Introduction
The transition to the Income Tax Act, 2025 continues to bring significant structural reforms, especially in cross-border taxation and compliance. One such important development is the introduction of Form 163, which replaces the earlier Form 49D and plays a crucial role in reporting indirect transfers involving Indian assets.
As per the latest FAQs released by the Income Tax Department, Form 163 aims to improve transparency and tracking of offshore transactions that impact Indian tax liability.

What is Form 163?
Form 163 is a mandatory reporting form introduced under Section 506 of the Income Tax Act, 2025, designed to capture details of indirect transfers of assets located in India.
This applies particularly when shares or interests in a foreign entity are transferred, but the value of such entity is substantially derived from assets situated in India.

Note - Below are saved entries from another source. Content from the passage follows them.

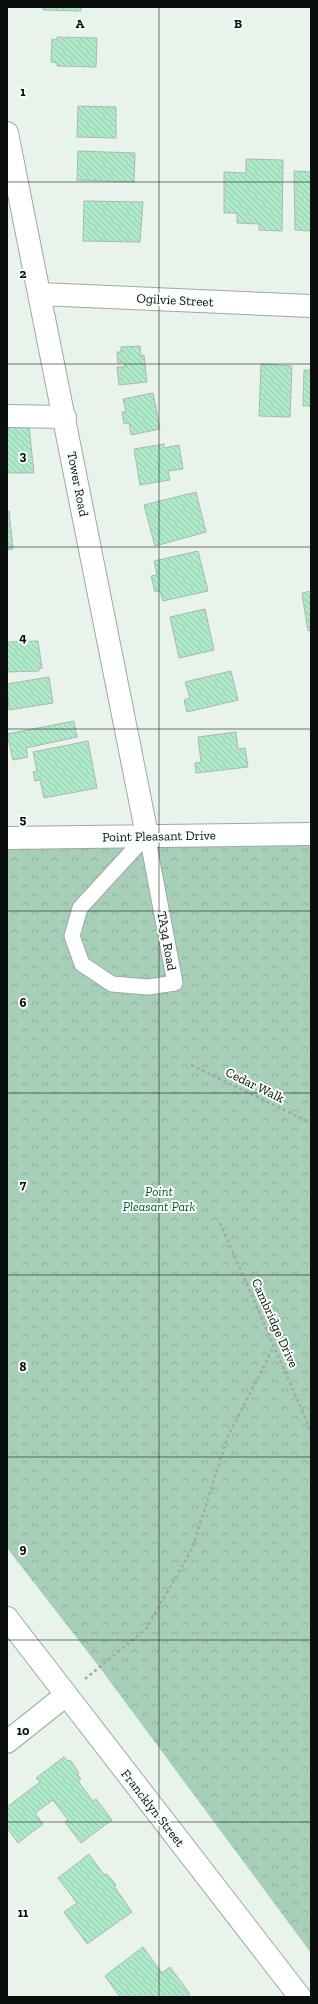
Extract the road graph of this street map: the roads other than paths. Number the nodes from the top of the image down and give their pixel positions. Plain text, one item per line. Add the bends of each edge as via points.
1 (7, 133) edge
2 (40, 294) junction
3 (311, 306) edge
4 (7, 416) edge
5 (65, 417) junction
6 (311, 834) edge
7 (148, 835) junction
8 (7, 838) edge
9 (7, 1618) edge
10 (66, 1695) junction
11 (7, 1742) edge
12 (300, 1997) edge

1 - 2 street, Tower Road
2 - 3 street, Ogilvie Street
2 - 5 street, Tower Road
4 - 5 street
5 - 7 street, Tower Road
6 - 7 street, Point Pleasant Drive
7 - 7 lane, TA34 Road via 175,983 148,987 112,984 82,964 72,936 80,908
7 - 8 street, Point Pleasant Drive
9 - 10 street, Francklyn Street
10 - 11 street
10 - 12 street, Francklyn Street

Who is Required to File Form 163?
According to official FAQs, Form 163 must be filed by:
- An Indian concern, or
- Its authorized representative
in cases where a non-resident transfers shares or interest that indirectly results in the transfer of Indian assets.
This ensures that the tax authorities are informed about offshore transactions that may trigger capital gains taxation in India.

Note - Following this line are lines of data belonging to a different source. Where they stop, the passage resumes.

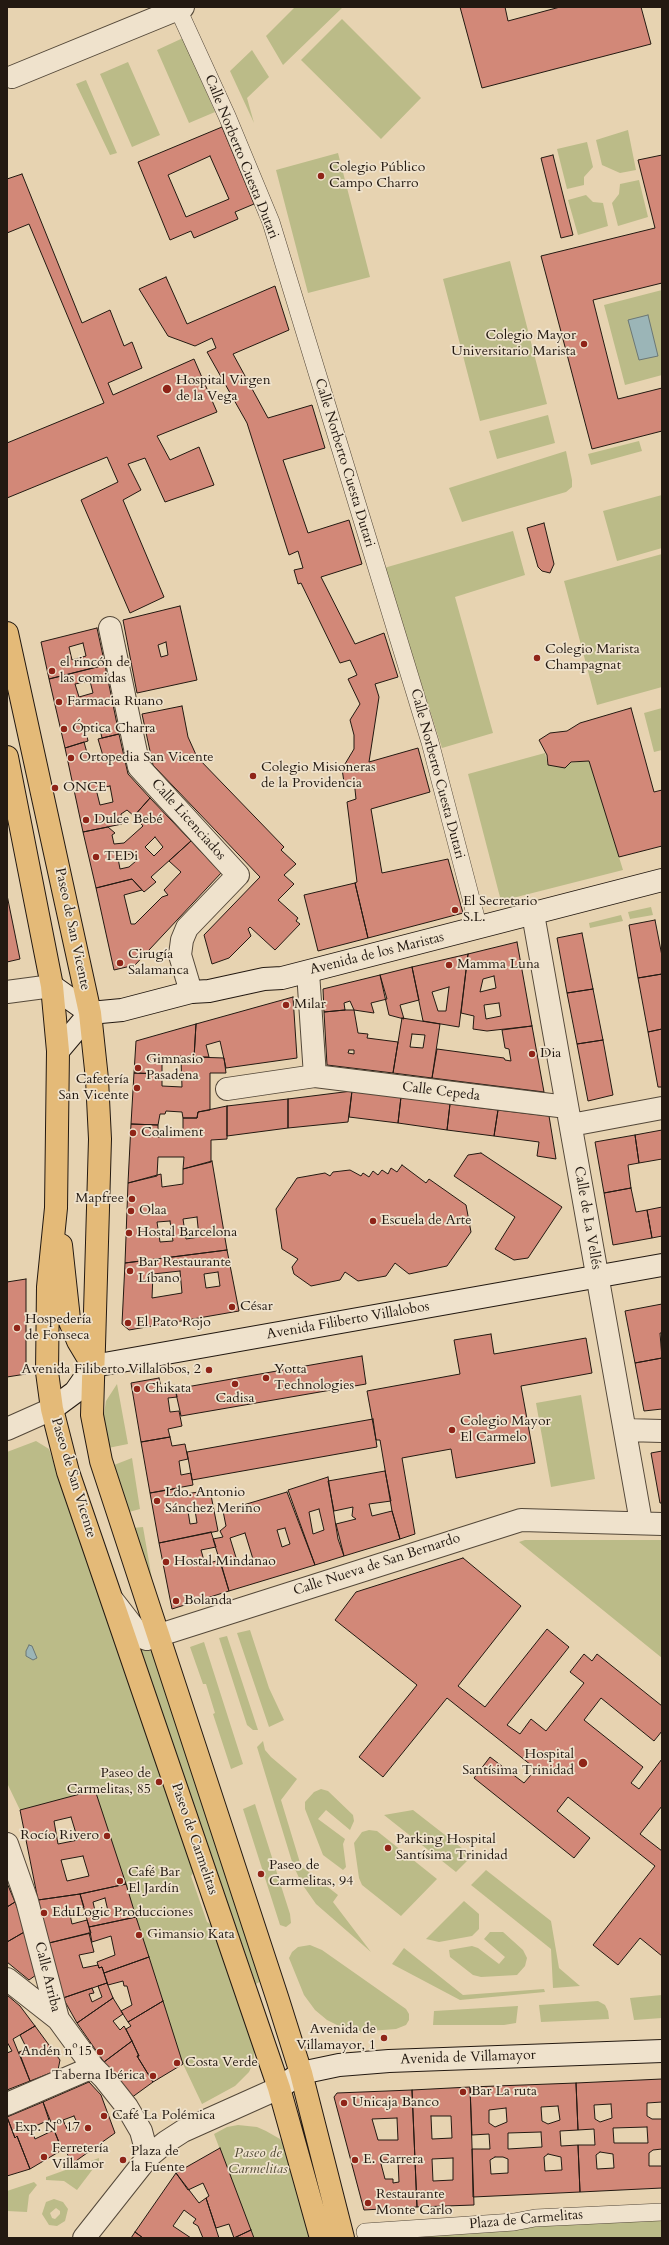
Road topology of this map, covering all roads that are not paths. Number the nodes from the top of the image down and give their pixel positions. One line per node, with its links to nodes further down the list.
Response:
1 (180, 8): 2 (street); 8 (street, Calle Norberto Cuesta Dutari)
2 (10, 78)
3 (110, 628): 12 (street, Calle Licenciados)
4 (7, 633): 13 (highway, Paseo de San Vicente)
5 (7, 757): 10 (highway, Paseo de San Vicente)
6 (662, 880): 7 (street, Avenida de los Maristas)
7 (533, 914): 8 (street, Avenida de los Maristas); 18 (street, Calle de La Vellés)
8 (479, 929): 9 (street, Avenida de los Maristas)
9 (308, 972): 12 (street, Avenida de los Maristas); 15 (street)
10 (52, 986): 11 (street); 13 (street); 14 (highway, Paseo de San Vicente)
11 (7, 992)
12 (191, 992): 13 (street, Avenida de los Maristas)
13 (82, 1014): 14 (street); 22 (highway, Paseo de San Vicente)
14 (58, 1051): 19 (highway, Paseo de San Vicente)
15 (315, 1076): 16 (street, Calle Cepeda); 18 (street, Calle Cepeda)
16 (227, 1089)
17 (662, 1108): 18 (street, Calle Cepeda)
18 (569, 1116): 21 (street, Calle de La Vellés)
19 (56, 1208): 22 (highway, Paseo de San Vicente); 23 (highway, Paseo de San Vicente)
20 (662, 1265): 21 (street, Avenida Filiberto Villalobos)
21 (597, 1277): 22 (street, Avenida Filiberto Villalobos); 25 (street, Calle de La Vellés)
22 (93, 1366): 23 (street); 30 (highway, Paseo de San Vicente)
23 (52, 1409): 24 (street); 29 (highway, Paseo de San Vicente)
24 (7, 1429)
25 (624, 1430): 26 (street); 27 (street, Calle de La Vellés)
26 (662, 1431)
27 (641, 1522): 28 (street, Calle Nueva de San Bernardo); 30 (street, Calle Nueva de San Bernardo)
28 (662, 1524)
29 (114, 1601): 30 (street, Calle Nueva de San Bernardo); 39 (highway, Paseo de Carmelitas)
30 (157, 1637): 38 (highway, Paseo de Carmelitas)
31 (7, 1844): 33 (street, Calle Arriba)
32 (7, 1979): 34 (street)
33 (48, 1982): 34 (street); 35 (street, Calle Arriba)
34 (28, 1995): 35 (street)
35 (58, 2019): 37 (street, Calle Arriba)
36 (662, 2051): 38 (street, Avenida de Villamayor)
37 (92, 2067): 40 (street); 41 (street, Calle Arriba)
38 (301, 2073): 39 (street, Avenida de Villamayor); 46 (highway, Paseo de Carmelitas)
39 (278, 2088): 41 (street); 45 (highway, Paseo de Carmelitas)
40 (7, 2104)
41 (148, 2157): 44 (street)
42 (662, 2212): 43 (street, Plaza de Carmelitas)
43 (365, 2232)
44 (84, 2238)
45 (321, 2238)
46 (343, 2238)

Is Filing Form 163 Mandatory?
Yes, filing Form 163 is compulsory under the new law. Non-compliance can attract penalties, making it critical for businesses with cross-border structures to stay compliant.
Due Date for Filing Form 163
The timelines for filing are clearly defined:
- Within 90 days from the end of the tax year in which the transfer takes place, or
- Within 90 days of the transaction, if it results in transfer of management or control of the Indian entity.
This ensures timely reporting of transactions impacting Indian tax jurisdiction.
Key Information Required in Form 163
Form 163 is comprehensive and structured into multiple sections, capturing:
- Details of the Indian entity and group structure
- Information on holding entities (immediate, intermediate, ultimate)
- Details of foreign entities deriving value from Indian assets
- Transaction specifics involving transfer of shares or interest
The form also tracks changes in ownership, control, and valuation, enabling tax authorities to assess potential tax implications.
Why Form 163 Matters
Form 163 is not a tax payment form, it is a reporting mechanism. Its objective is to:
- Improve transparency in cross-border transactions
- Help authorities determine capital gains tax liability of non-residents
- Strengthen monitoring of indirect asset transfers involving India
This aligns with global tax practices aimed at preventing tax avoidance through offshore structuring.
Old vs New: What Has Changed?
- Old Form: Form 49D under Income Tax Act, 1961
- New Form: Form 163 under Income Tax Act, 2025
- Section Shift: From Section 285A → Section 506
- Rule Update: From Rule 114DB → Rule 235
The change is largely structural but enhances clarity and reporting depth under the new regime.
Conclusion
Form 163 marks a significant step toward strengthening India’s tax compliance framework in the era of globalized business structures. While it does not impose any direct tax liability, it plays a crucial role in ensuring that indirect transfers of Indian assets do not go unreported.
For businesses and professionals dealing with international transactions, understanding and complying with Form 163 is essential to avoid penalties and ensure seamless tax reporting under the Income Tax Act, 2025.